Step 0: Comps / Thumbnails

The first step in creating any image is the ideation process. This is the part I really have fun with.  Since the assignment is a creature illustration, I create a set of creature thumbnails. Sketching small and staying loose allows the ideas and shapes to flow. I sketch about 20 mini thumbnails during this process (Fig.01 & Fig.02).

502_tid_Fig.01.jpg
Fig. 01

502_tid_Fig.02.jpg
Fig. 02

I use a combination of gray markers, from 20% gray to 70% gray, just to create shapes and show form and lighting. To line, I use a brush pen and a fine tipped felt pen.

Fig.03 shows the last group of creature sketches. I start by favoring a reptilian creature for this scene until I finally settle on the Minotaur creature on the bottom left.

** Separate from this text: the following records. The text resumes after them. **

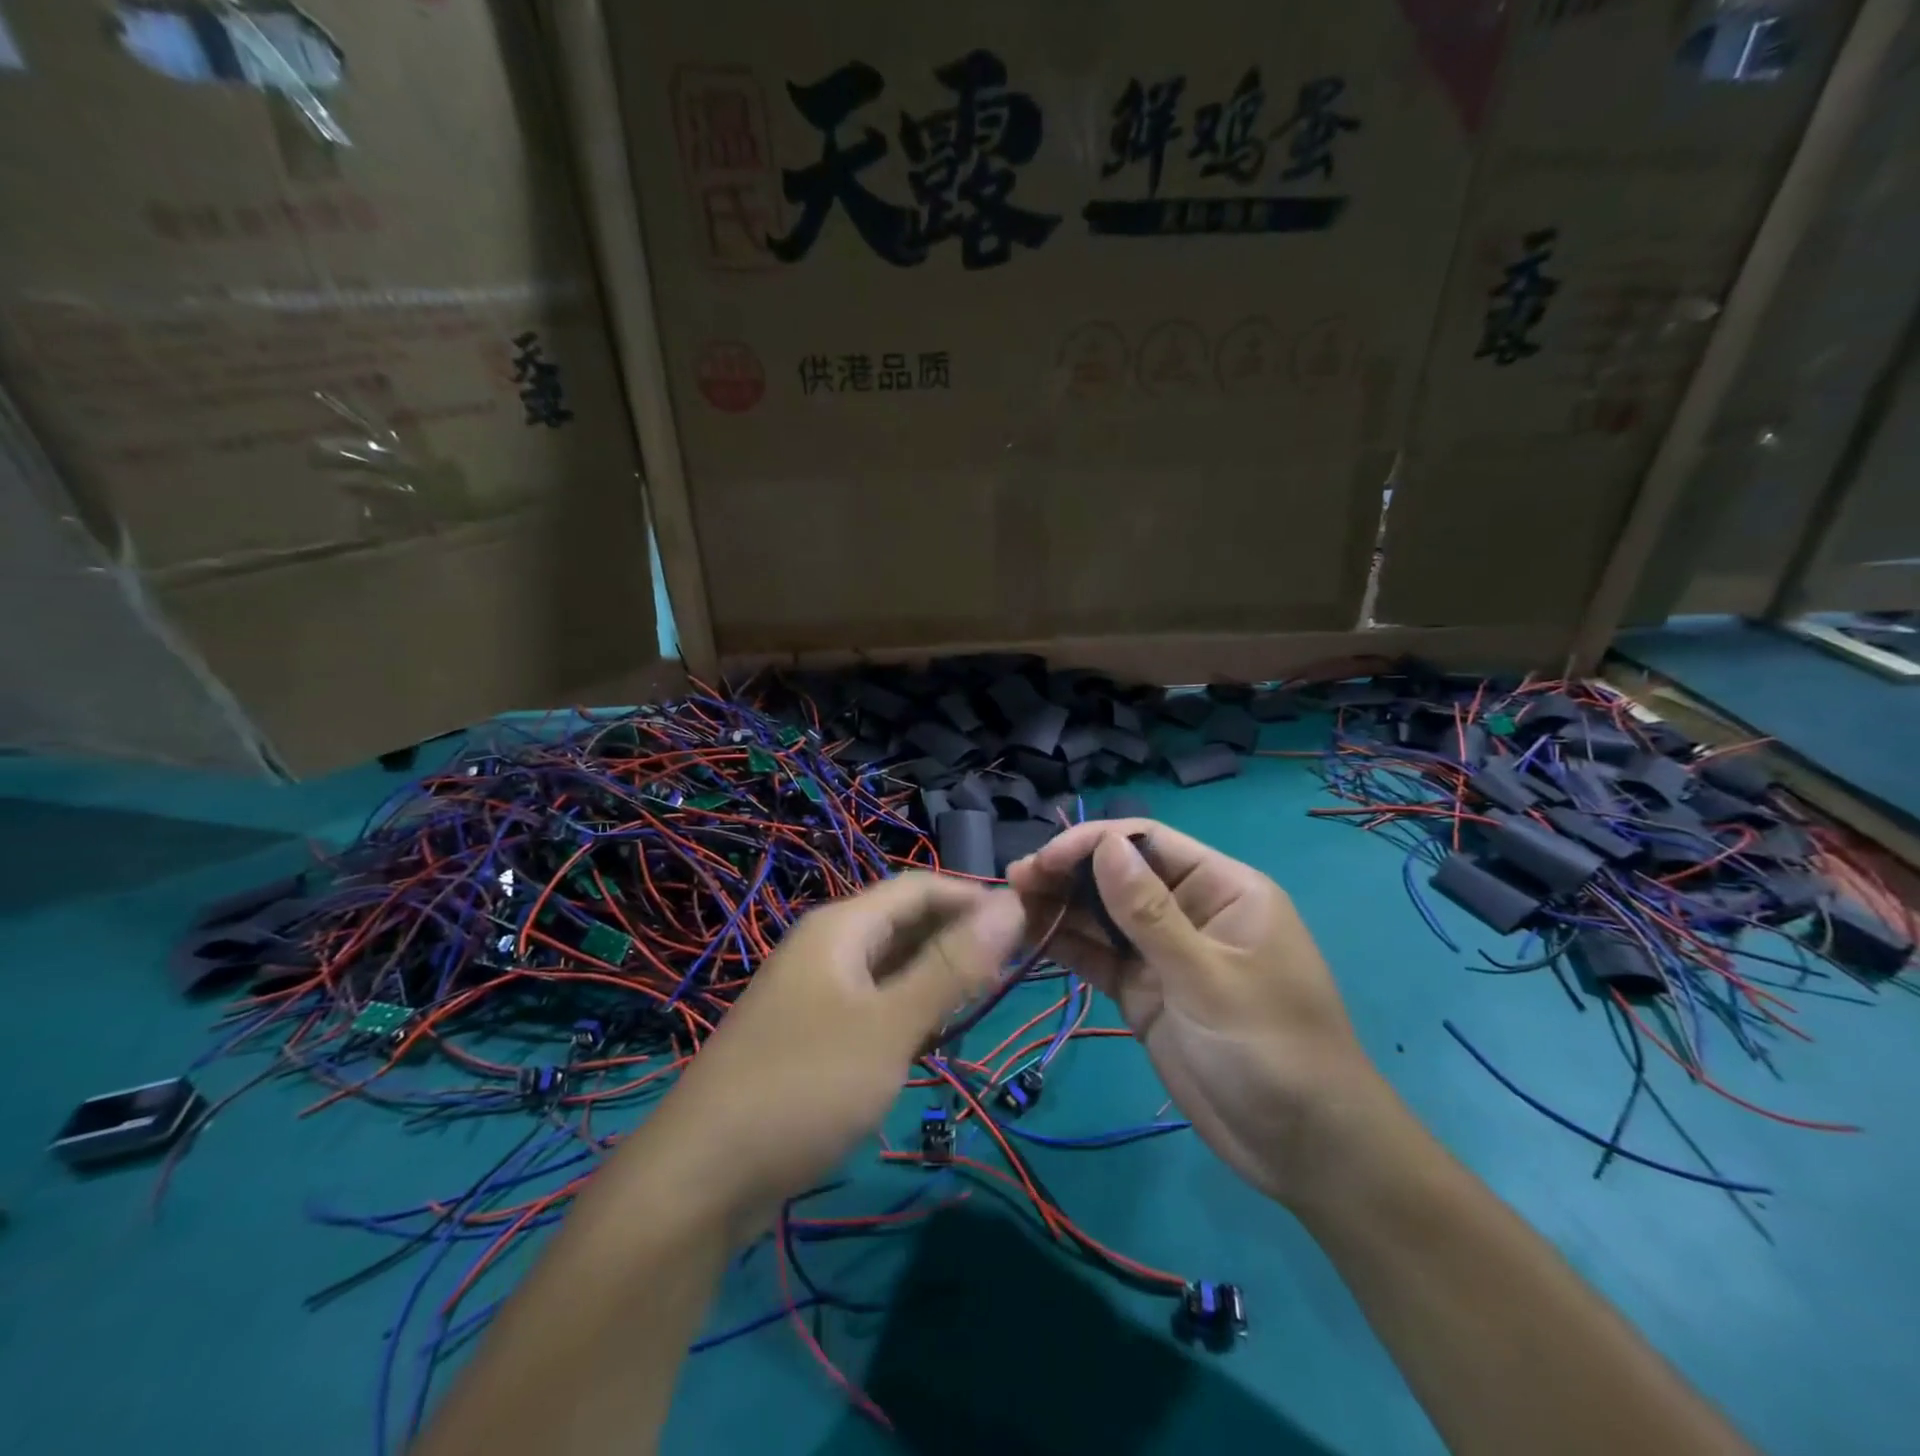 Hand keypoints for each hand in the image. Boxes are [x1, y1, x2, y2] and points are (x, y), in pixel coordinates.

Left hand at [612, 874, 1025, 1237]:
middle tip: (1012, 971)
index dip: (973, 897)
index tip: (1025, 924)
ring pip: (889, 966)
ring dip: (935, 978)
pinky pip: (871, 1004)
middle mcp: (825, 948)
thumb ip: (952, 967)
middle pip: (903, 923)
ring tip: (981, 1004)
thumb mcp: (890, 1026)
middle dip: (957, 939)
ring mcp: (814, 992)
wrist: (700, 1178)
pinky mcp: (809, 1034)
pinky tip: (930, 1040)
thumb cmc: (805, 1086)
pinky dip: (907, 1012)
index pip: (918, 887)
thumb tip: (1011, 905)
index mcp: (841, 927)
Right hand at [1009, 821, 1388, 1206]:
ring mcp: (1164, 955)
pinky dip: (1068, 948)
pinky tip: (1030, 939)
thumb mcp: (1208, 978)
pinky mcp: (1145, 993)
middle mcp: (1190, 911)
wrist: (1305, 1151)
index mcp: (1222, 889)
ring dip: (1060, 908)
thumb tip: (1104, 845)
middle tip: (1015, 883)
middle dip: (1069, 875)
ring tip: (1012, 904)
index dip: (1094, 843)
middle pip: (1119, 876)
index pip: (1148, 843)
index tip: (1046, 860)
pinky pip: (1100, 959)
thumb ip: (1148, 913)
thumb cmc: (1271, 1051)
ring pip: (1103, 917) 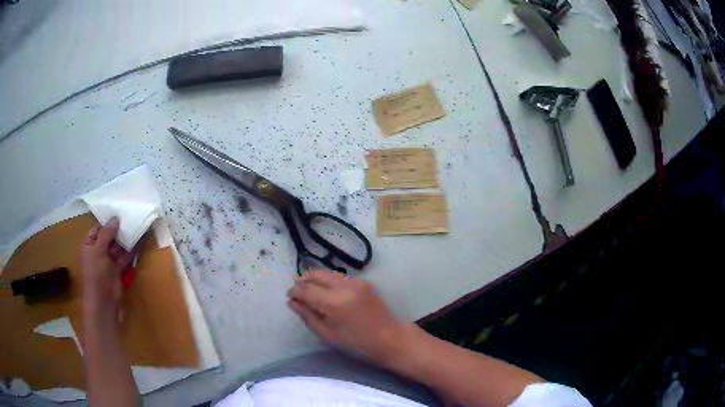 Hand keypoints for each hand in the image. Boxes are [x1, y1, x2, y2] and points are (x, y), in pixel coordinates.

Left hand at [80, 217, 132, 321]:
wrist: (103, 302)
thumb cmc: (95, 274)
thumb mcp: (98, 250)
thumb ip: (107, 234)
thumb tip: (115, 218)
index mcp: (89, 246)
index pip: (97, 230)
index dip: (107, 222)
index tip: (118, 213)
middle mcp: (98, 252)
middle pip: (109, 238)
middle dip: (118, 230)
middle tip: (131, 217)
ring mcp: (109, 262)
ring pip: (118, 248)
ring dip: (126, 240)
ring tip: (137, 226)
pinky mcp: (118, 271)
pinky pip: (125, 258)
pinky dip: (131, 251)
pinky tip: (139, 242)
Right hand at [287, 271, 418, 365]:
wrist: (389, 338)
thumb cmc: (356, 342)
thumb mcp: (327, 334)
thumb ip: (307, 315)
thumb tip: (292, 302)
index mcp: (332, 302)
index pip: (305, 288)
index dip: (294, 291)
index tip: (289, 296)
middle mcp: (343, 286)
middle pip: (315, 274)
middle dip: (303, 280)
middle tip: (297, 292)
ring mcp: (355, 281)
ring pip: (328, 273)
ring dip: (315, 279)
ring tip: (310, 291)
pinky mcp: (364, 282)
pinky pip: (340, 277)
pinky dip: (329, 281)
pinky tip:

Having decided on the creature's design, it's now time to design the scene. I sketch small, 2" to 3", thumbnails to establish the overall image. I try to stay very loose and sketch quickly and allow the ideas to flow. I sketch about 10 thumbnails for this image and the ones selected here are the strongest compositions. After some revision and feedback, I decide to develop the thumbnail on the lower left.

502_tid_Fig.03.jpg
Fig. 03


Step 1: Cleanup / Line Drawing

Now I have my creature and the scene sketched/planned out, I scan in the comp and begin to clean it up in Photoshop. I want the focus of the image to be the creature so I develop him first. My focus here is to have a clean, solid line drawing that will create a strong foundation for the rest of the image. This is a really important point; if the drawing is solid, then everything will fall into place and the rendering process will go very smoothly (Fig.04).

502_tid_Fig.04.jpg
Fig. 04

Step 2: Light and Shade

Now that I have a solid line drawing I begin to add light and shade (Fig.05). The steps are as follows:

  1. I paint a flat, 25% gray underneath the line art. The setting is at night, so the creature will be relatively dark.
  2. I create a multiply layer over the flat layer. I paint the shadows using a 50% gray and 25% gray (for core shadows)

I create an Overlay layer above the shadow layer. Using a 85% gray, I paint the lights and highlights. At this stage my focus is on good separation of lights and darks and good edges to make the forms turn.